### TASK INSTRUCTIONS:
Return every line of the data that contains the string "road".
*** Opening INFORMATION SHOWN ***
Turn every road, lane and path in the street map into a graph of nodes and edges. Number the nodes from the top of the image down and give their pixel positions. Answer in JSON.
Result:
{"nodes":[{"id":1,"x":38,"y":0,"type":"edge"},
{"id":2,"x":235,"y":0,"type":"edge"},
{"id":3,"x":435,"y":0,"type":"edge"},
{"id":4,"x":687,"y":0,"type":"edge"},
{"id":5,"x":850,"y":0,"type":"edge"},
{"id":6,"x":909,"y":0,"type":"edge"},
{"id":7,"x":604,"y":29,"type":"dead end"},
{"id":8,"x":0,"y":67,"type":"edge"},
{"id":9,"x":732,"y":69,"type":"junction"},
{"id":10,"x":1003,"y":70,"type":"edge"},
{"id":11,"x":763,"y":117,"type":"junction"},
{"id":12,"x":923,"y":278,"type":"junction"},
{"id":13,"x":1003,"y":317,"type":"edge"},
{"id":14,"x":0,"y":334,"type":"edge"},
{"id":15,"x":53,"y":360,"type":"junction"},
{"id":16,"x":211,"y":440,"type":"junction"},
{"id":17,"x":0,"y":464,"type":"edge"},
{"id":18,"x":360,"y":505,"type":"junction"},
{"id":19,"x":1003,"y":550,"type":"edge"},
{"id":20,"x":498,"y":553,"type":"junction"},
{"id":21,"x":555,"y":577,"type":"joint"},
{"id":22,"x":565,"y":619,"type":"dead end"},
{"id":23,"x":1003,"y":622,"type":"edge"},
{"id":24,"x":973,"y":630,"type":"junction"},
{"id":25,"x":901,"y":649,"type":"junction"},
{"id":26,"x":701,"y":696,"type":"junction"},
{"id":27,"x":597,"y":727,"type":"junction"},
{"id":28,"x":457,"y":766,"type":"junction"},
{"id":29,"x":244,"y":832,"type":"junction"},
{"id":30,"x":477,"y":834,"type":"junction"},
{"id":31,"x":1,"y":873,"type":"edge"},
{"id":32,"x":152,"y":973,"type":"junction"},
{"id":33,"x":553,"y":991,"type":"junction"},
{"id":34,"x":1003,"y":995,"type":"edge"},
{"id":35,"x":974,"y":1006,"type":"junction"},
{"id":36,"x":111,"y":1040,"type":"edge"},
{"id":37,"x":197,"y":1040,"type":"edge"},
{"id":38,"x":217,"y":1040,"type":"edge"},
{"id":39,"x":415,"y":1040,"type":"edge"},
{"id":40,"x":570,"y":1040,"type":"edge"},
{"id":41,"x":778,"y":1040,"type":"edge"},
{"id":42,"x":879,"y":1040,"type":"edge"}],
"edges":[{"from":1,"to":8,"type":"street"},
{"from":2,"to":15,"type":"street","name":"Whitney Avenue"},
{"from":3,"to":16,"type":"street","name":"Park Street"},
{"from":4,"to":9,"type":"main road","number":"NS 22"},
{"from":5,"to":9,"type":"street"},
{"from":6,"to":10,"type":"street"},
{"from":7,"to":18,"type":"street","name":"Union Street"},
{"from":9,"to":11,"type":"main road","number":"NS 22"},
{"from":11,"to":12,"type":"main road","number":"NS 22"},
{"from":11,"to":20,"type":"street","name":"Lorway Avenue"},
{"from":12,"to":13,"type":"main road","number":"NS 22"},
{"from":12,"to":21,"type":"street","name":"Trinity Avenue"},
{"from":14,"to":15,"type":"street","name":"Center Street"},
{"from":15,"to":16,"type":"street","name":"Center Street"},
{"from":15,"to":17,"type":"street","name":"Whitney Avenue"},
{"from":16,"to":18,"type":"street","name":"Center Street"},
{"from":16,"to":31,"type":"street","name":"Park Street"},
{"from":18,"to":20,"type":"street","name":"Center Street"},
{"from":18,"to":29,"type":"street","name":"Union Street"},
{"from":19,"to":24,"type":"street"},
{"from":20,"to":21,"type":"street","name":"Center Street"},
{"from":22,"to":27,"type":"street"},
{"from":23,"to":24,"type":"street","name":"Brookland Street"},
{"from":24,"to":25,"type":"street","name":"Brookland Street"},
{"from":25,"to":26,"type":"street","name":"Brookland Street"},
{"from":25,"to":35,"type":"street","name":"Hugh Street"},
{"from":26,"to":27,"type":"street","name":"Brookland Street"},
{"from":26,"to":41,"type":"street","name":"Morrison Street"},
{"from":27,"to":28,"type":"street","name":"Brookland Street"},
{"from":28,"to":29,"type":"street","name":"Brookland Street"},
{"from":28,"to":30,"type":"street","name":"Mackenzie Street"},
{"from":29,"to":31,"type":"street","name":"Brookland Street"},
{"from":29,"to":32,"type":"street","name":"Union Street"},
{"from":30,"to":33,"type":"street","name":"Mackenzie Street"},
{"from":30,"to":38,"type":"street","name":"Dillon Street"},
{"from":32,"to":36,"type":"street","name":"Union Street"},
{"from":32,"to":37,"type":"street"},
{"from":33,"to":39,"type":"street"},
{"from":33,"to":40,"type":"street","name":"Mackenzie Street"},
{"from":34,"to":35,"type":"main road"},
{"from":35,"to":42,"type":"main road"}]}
*** Closing INFORMATION SHOWN ***
### RESPONSE BOX:
Turn every road, lane and path in the street map into a graph of nodes and edges. Number the nodes from the top of the image down and give their pixel positions. Answer in JSON.
{"from":4,"to":9,"type":"main road","number":"NS 22"},
{"from":9,"to":11,"type":"main road","number":"NS 22"},
{"from":11,"to":12,"type":"main road","number":"NS 22"},
{"from":12,"to":13,"type":"main road","number":"NS 22"},
{"from":34,"to":35,"type":"main road"},
{"from":35,"to":42,"type":"main road"}]}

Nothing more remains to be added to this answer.